>>

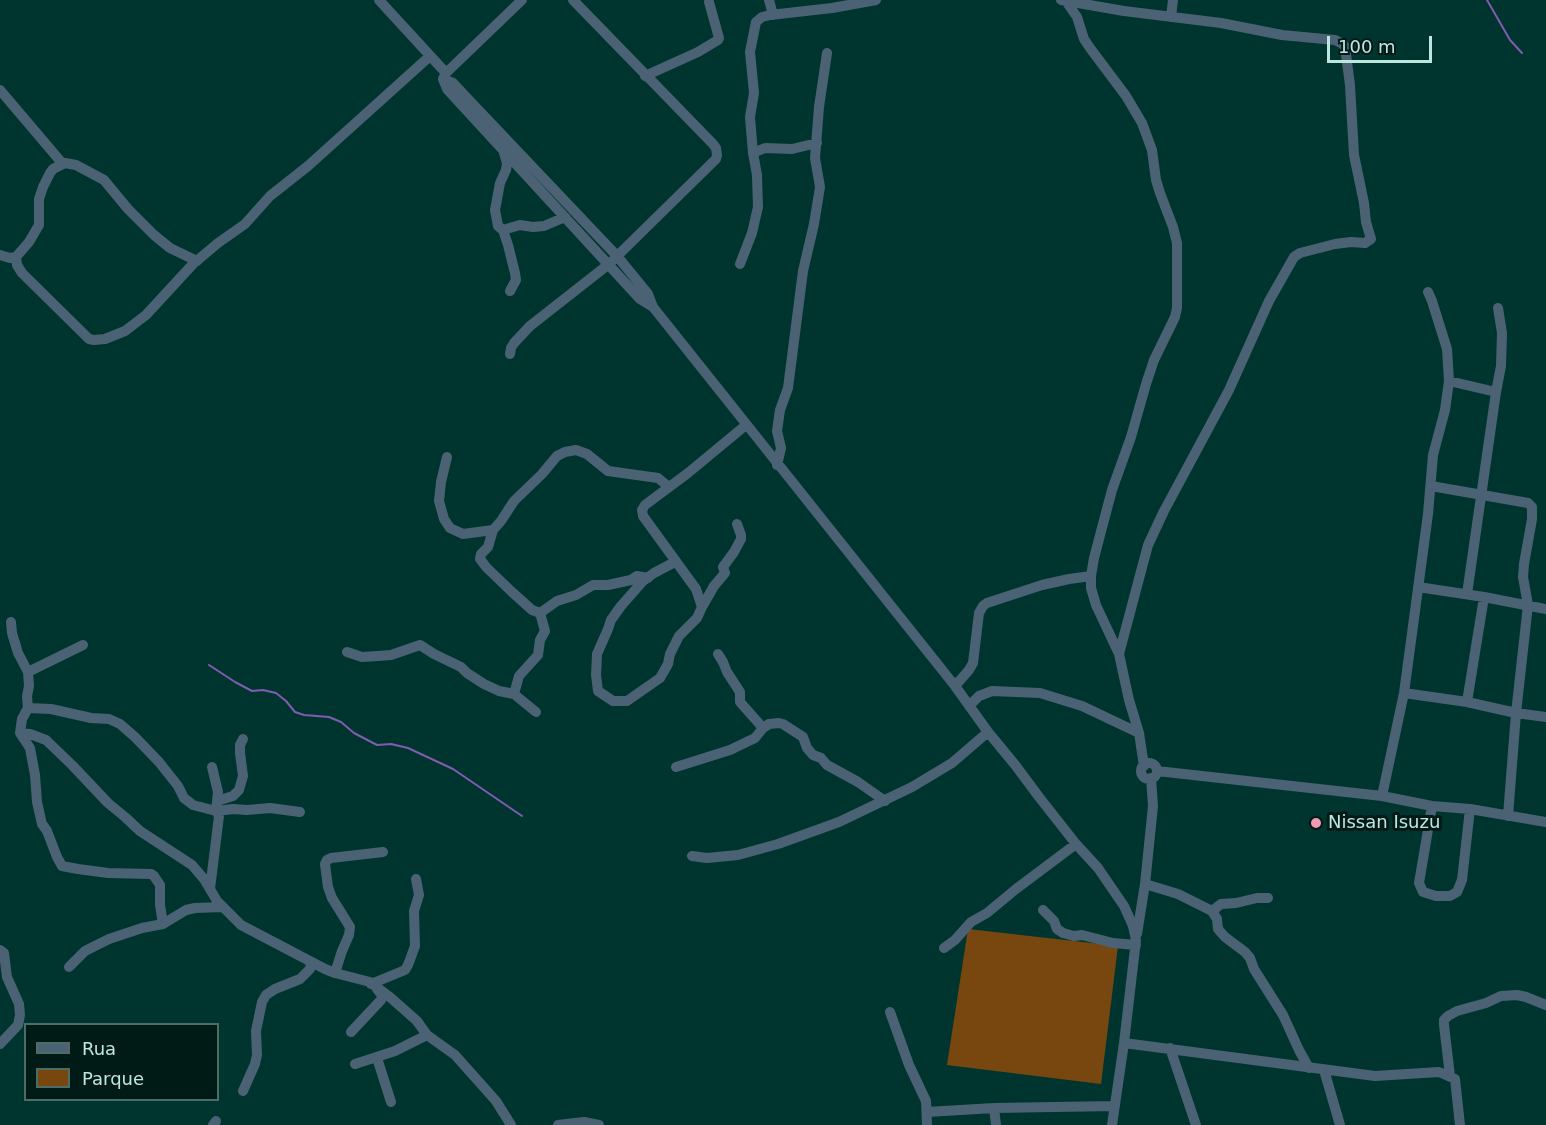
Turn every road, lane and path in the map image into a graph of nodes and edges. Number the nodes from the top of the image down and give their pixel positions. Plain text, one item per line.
1 (379, 0) edge
2 (522, 0) edge
3 (573, 0) edge
4 (769, 0) edge
5 (876, 0) edge
6 (1061, 0) edge
7 (1173, 0) edge
8 (1066, 1) edge
9 (709, 2) dead end
10 (773, 15) junction
11 (1171, 17) junction
12 (827, 53) dead end
13 (430, 57) junction
14 (444, 76) junction
15 (645, 76) junction
16 (0, 90) edge
17 (817, 143) junction
18 (503, 150) junction
19 (753, 153) junction
20 (62, 164) junction
21 (566, 218) junction
22 (581, 226) junction
23 (503, 230) junction
24 (0, 255) edge
25 (16, 256) junction
26 (613, 260) junction
27 (197, 261) junction
28 (740, 264) dead end
29 (510, 291) dead end
30 (1428, 292) dead end
31 (1498, 308) dead end
32 (510, 354) dead end
33 (1449, 381) junction
34 (1496, 392) junction
35 (746, 425) junction
36 (447, 457) dead end
37 (777, 465) junction
38 (1431, 486) junction
39 (669, 487) junction
40 (1481, 496) junction
41 (737, 524) dead end
42 (494, 530) junction
43 (675, 562) junction
44 (1091, 576) junction
45 (648, 578) junction
46 (1418, 587) junction
47 (1467, 594) junction
48 (1484, 597) junction
49 (1528, 605) junction
50 (702, 607) junction
51 (1546, 609) edge
52 (540, 613) junction
53 (11, 622) dead end
54 (83, 645) dead end
55 (347, 652) dead end
56 (718, 654) dead end
57 (1119, 654) junction
58 (28, 672) junction
59 (955, 687) junction
60 (1404, 693) junction
61 (514, 694) junction
62 (1467, 702) junction
63 (969, 706) junction
64 (28, 708) junction
65 (536, 712) dead end
66 (1516, 713) junction
67 (1546, 717) edge
68 (763, 728) junction
69 (988, 732) junction
70 (20, 733) junction
71 (1139, 734) junction
72 (243, 739) dead end
73 (212, 767) dead end
74 (676, 767) dead end
75 (1154, 775) junction
76 (1382, 796) junction
77 (885, 801) junction
78 (216, 806) junction
79 (1432, 806) junction
80 (1470, 809) junction
81 (300, 812) dead end
82 (1508, 816) junction
83 (1546, 822) edge
84 (1076, 844) junction
85 (383, 852) dead end
86 (692, 856) dead end
87 (416, 879) dead end
88 (1145, 884) junction
89 (210, 889) junction
90 (1268, 898) dead end
91 (222, 907) junction
92 (1043, 910) dead end
93 (1212, 910) junction
94 (163, 924) junction
95 (1136, 943) junction
96 (944, 948) dead end
97 (0, 950) edge
98 (311, 962) junction
99 (69, 967) dead end
100 (335, 973) junction
101 (369, 982) junction
102 (1546, 1005) edge
103 (890, 1012) dead end
104 (351, 1032) dead end
105 (427, 1035) junction
106 (1124, 1043) junction
107 (0, 1044) edge
108 (1170, 1048) junction
109 (377, 1058) junction
110 (355, 1064) dead end
111 (1309, 1068) junction
112 (1324, 1070) junction
113 (1450, 1076) junction
114 (243, 1091) dead end
115 (391, 1102) dead end
116 (1115, 1106) junction
117 (994, 1108) junction
118 (927, 1113) junction
119 (511, 1125) edge
120 (558, 1125) edge
121 (599, 1125) edge
122 (927, 1125) edge
123 (996, 1125) edge
124 (1112, 1125) edge
125 (1196, 1125) edge
126 (1340, 1125) edge
127 (1460, 1125) edge

1 - 13 street
2 - 14 street
3 - 15 street
4 - 10 street
5 - 10 street
6 - 8 street
7 - 11 street
8 - 11 street
8 - 44 street
9 - 15 street
10 - 19 street
11 - 57 street
12 - 17 street
13 - 14 street
13 - 27 street
14 - 18 street
14 - 22 street
15 - 26 street
16 - 20 street
17 - 19 street
17 - 37 street
18 - 21 street
18 - 23 street
19 - 28 street
20 - 25 street
20 - 27 street
21 - 22 street
21 - 23 street
22 - 26 street
23 - 29 street
24 - 25 street
25 - 27 street
26 - 32 street
26 - 35 street
30 - 33 street
31 - 34 street
33 - 34 street
33 - 38 street
34 - 40 street
35 - 37 street
35 - 39 street
36 - 42 street
37 - 59 street
38 - 40 street
38 - 46 street
39 - 42 street
39 - 43 street
40 - 47 street
40 - 49 street
41 - 50 street
42 - 52 street
43 - 45 street
43 - 50 street
44 - 57 street
44 - 59 street
45 - 50 street
45 - 52 street
46 - 47 street
46 - 60 street
47 - 48 street
48 - 49 street
48 - 62 street
49 - 51 street
49 - 66 street
52 - 61 street
53 - 58 street
54 - 58 street
55 - 61 street
56 - 68 street
57 - 71 street
58 - 64 street
59 - 63 street
60 - 62 street
60 - 76 street
61 - 65 street
62 - 66 street
63 - 69 street
63 - 71 street
64 - 70 street
64 - 78 street
66 - 67 street
66 - 82 street
68 - 74 street
68 - 77 street
69 - 77 street
69 - 84 street
70 - 89 street
70 - 94 street
71 - 75 street
72 - 78 street
73 - 78 street
75 - 76 street
75 - 88 street
76 - 79 street
77 - 86 street
78 - 81 street
78 - 89 street
79 - 80 street
79 - 80 street
80 - 82 street
82 - 83 street
84 - 95 street
84 - 96 street
85 - 100 street
87 - 101 street
88 - 93 street
88 - 95 street
89 - 91 street
90 - 93 street
91 - 94 street
91 - 98 street
92 - 95 street
93 - 111 street
94 - 99 street
95 - 106 street
97 - 107 street
98 - 100 street
98 - 114 street
100 - 101 street
101 - 104 street
101 - 105 street
102 - 113 street
103 - 118 street
105 - 109 street
105 - 119 street
106 - 108 street
106 - 116 street
108 - 111 street
108 - 125 street
109 - 110 street
109 - 115 street
111 - 112 street
112 - 113 street
112 - 126 street
113 - 127 street
116 - 117 street
116 - 124 street
117 - 118 street
117 - 123 street
118 - 122 street
120 - 121 street

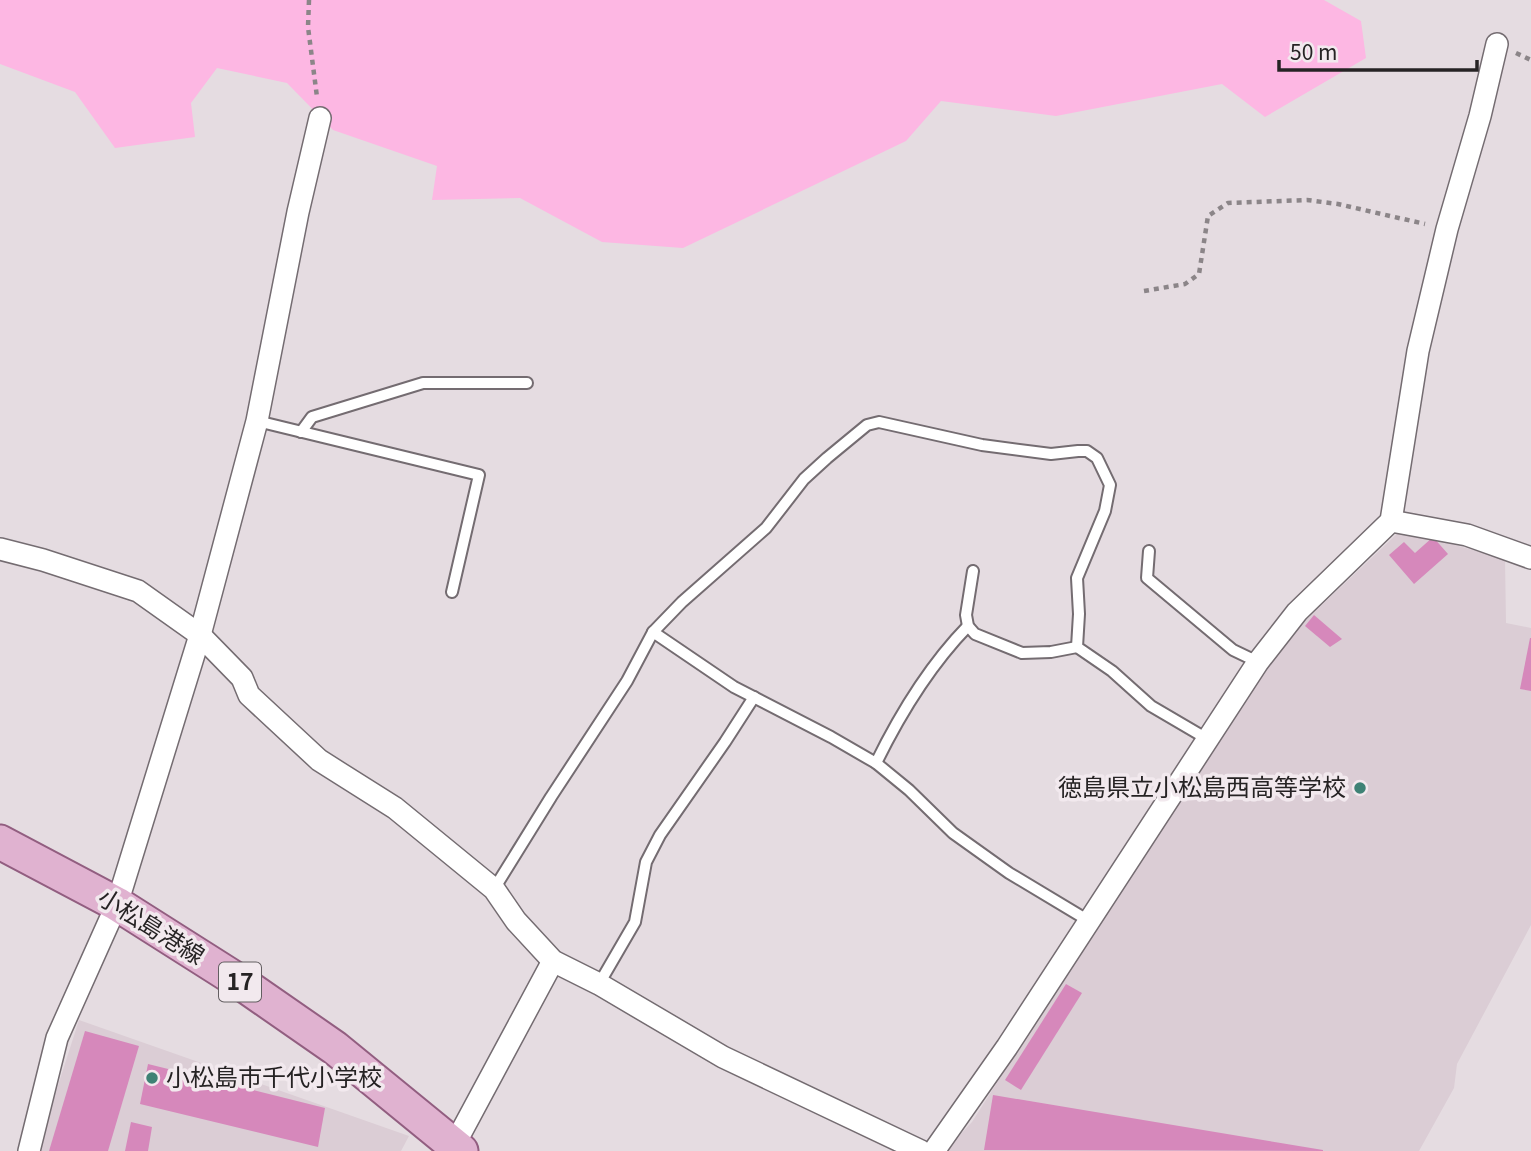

<<

**What is expected**: Write out the full listing verbatim, excluding its pictures.

**Exercise solution**:
Turn every road, lane and path in the map image into a graph of nodes and edges. Number the nodes from the top of the image down and give their pixel positions. Plain text, one item per line.
1 (379, 0) edge
2 (522, 0) edge
3 (573, 0) edge
4 (769, 0) edge
5 (876, 0) edge
6 (1061, 0) edge
7 (1173, 0) edge
8 (1066, 1) edge
9 (709, 2) dead end
10 (773, 15) junction
11 (1171, 17) junction
12 (827, 53) dead end
13 (430, 57) junction
14 (444, 76) junction
15 (645, 76) junction
16 (0, 90) edge
17 (817, 143) junction
18 (503, 150) junction
19 (753, 153) junction
20 (62, 164) junction
21 (566, 218) junction
22 (581, 226) junction
23 (503, 230) junction
24 (0, 255) edge
25 (16, 256) junction
26 (613, 260) junction
27 (197, 261) junction
28 (740, 264) dead end
29 (510, 291) dead end
30 (1428, 292) dead end
31 (1498, 308) dead end
32 (510, 354) dead end
33 (1449, 381) junction
34 (1496, 392) junction
35 (746, 425) junction
36 (447, 457) dead end
37 (777, 465) junction
38 (1431, 486) junction
39 (669, 487) junction
40 (1481, 496) junction
41 (737, 524) dead end
42 (494, 530) junction
43 (675, 562) junction
44 (1091, 576) junction
45 (648, 578) junction
46 (1418, 587) junction
47 (1467, 594) junction
48 (1484, 597) junction
49 (1528, 605) junction
50 (702, 607) junction
51 (1546, 609) edge
52 (540, 613) junction
53 (11, 622) dead end
54 (83, 645) dead end
55 (347, 652) dead end
56 (718, 654) dead end
57 (1119, 654) junction
58 (28, 672) junction
59 (955, 687) junction
60 (1404, 693) junction
61 (514, 694) junction
62 (1467, 702) junction
63 (969, 706) junction
64 (28, 708) junction
65 (536, 712) dead end
66 (1516, 713) junction
67 (1546, 717) edge
68 (763, 728) junction
69 (988, 732) junction
70 (20, 733) junction
71 (1139, 734) junction
72 (243, 739) dead end
73 (212, 767) dead end
74 (676, 767) dead end
75 (1154, 775) junction
76 (1382, 796) junction
77 (885, 801) junction
78 (216, 806) junction
79 (1432, 806) junction
80 (1470, 809) junction
81 (300, 812) dead end
82 (1508, 816) junction
83 (1546, 822) edge
84 (1076, 844) junction
85 (383, 852) dead end
86 (692, 856) dead end
87 (416, 879) dead end
88 (1145, 884) junction
89 (210, 889) junction
90 (1268, 898) dead end
91 (222, 907) junction
92 (1043, 910) dead end
93 (1212, 910) junction
94 (163, 924) junction
95 (1136, 943) junction
96 (944, 948) dead end
97 (0, 950) edge
98 (311, 962) junction
99 (69, 967) dead end
100 (335, 973) junction
101 (369, 982) junction
102 (1546, 1005) edge
103 (890, 1012) dead end
104 (351, 1032) dead end
105 (427, 1035) junction
106 (1124, 1043) junction
107 (0, 1044) edge
108 (1170, 1048) junction
109 (377, 1058) junction
110 (355, 1064) dead end
111 (1309, 1068) junction
112 (1324, 1070) junction
113 (1450, 1076) junction
114 (243, 1091) dead end
115 (391, 1102) dead end
116 (1115, 1106) junction
117 (994, 1108) junction
118 (927, 1113) junction
119 (511, 1125) edge
120 (558, 1125) edge
121 (599, 1125) edge
122 (927, 1125) edge
123 (996, 1125) edge
124 (1112, 1125) edge
125 (1196, 1125) edge
126 (1340, 1125) edge
127 (1460, 1125) edge

1 - 13 street
2 - 14 street
3 - 15 street
4 - 10 street
5 - 10 street
6 - 8 street
7 - 11 street
8 - 11 street
8 - 44 street
9 - 15 street
10 - 19 street
11 - 57 street
12 - 17 street
13 - 14 street
13 - 27 street
14 - 18 street
14 - 22 street
15 - 26 street
16 - 20 street
17 - 19 street
17 - 37 street
18 - 21 street
18 - 23 street
19 - 28 street
20 - 25 street
20 - 27 street
21 - 22 street
21 - 23 street
22 - 26 street
23 - 29 street
24 - 25 street
25 - 27 street
26 - 32 street
26 - 35 street
30 - 33 street
31 - 34 street
33 - 34 street
33 - 38 street
34 - 40 street
35 - 37 street
35 - 39 street
36 - 42 street
37 - 59 street
38 - 40 street
38 - 46 street
39 - 42 street
39 - 43 street
40 - 47 street
40 - 49 street
41 - 50 street
42 - 52 street
43 - 45 street
43 - 50 street
44 - 57 street
44 - 59 street
45 - 50 street
45 - 52 street
46 - 47 street
46 - 60 street
47 - 48 street
48 - 49 street
48 - 62 street
49 - 51 street
49 - 66 street
52 - 61 street
53 - 58 street
54 - 58 street
55 - 61 street
56 - 68 street
57 - 71 street
58 - 64 street
59 - 63 street
60 - 62 street
60 - 76 street
61 - 65 street
62 - 66 street
63 - 69 street
63 - 71 street
64 - 70 street
64 - 78 street
66 - 67 street
66 - 82 street
68 - 74 street
68 - 77 street
69 - 77 street
69 - 84 street
70 - 89 street
70 - 94 street
71 - 75 street
72 - 78 street
73 - 78 street
75 - 76 street
75 - 88 street
76 - 79 street
77 - 86 street
78 - 81 street
78 - 89 street
79 - 80 street
79 - 80 street
80 - 82 street
82 - 83 street
84 - 95 street
84 - 96 street
85 - 100 street
87 - 101 street
88 - 93 street
88 - 95 street
89 - 91 street
90 - 93 street
91 - 94 street
91 - 98 street
92 - 95 street
93 - 111 street
94 - 99 street
95 - 106 street
97 - 107 street
98 - 100 street
98 - 114 street
100 - 101 street
101 - 104 street
101 - 105 street
102 - 113 street
103 - 118 street
105 - 109 street
105 - 119 street
106 - 108 street
106 - 116 street
108 - 111 street
108 - 125 street
109 - 110 street
109 - 115 street
111 - 112 street
112 - 113 street
112 - 126 street
113 - 127 street
116 - 117 street
116 - 124 street
117 - 118 street
117 - 123 street
118 - 122 street
120 - 121 street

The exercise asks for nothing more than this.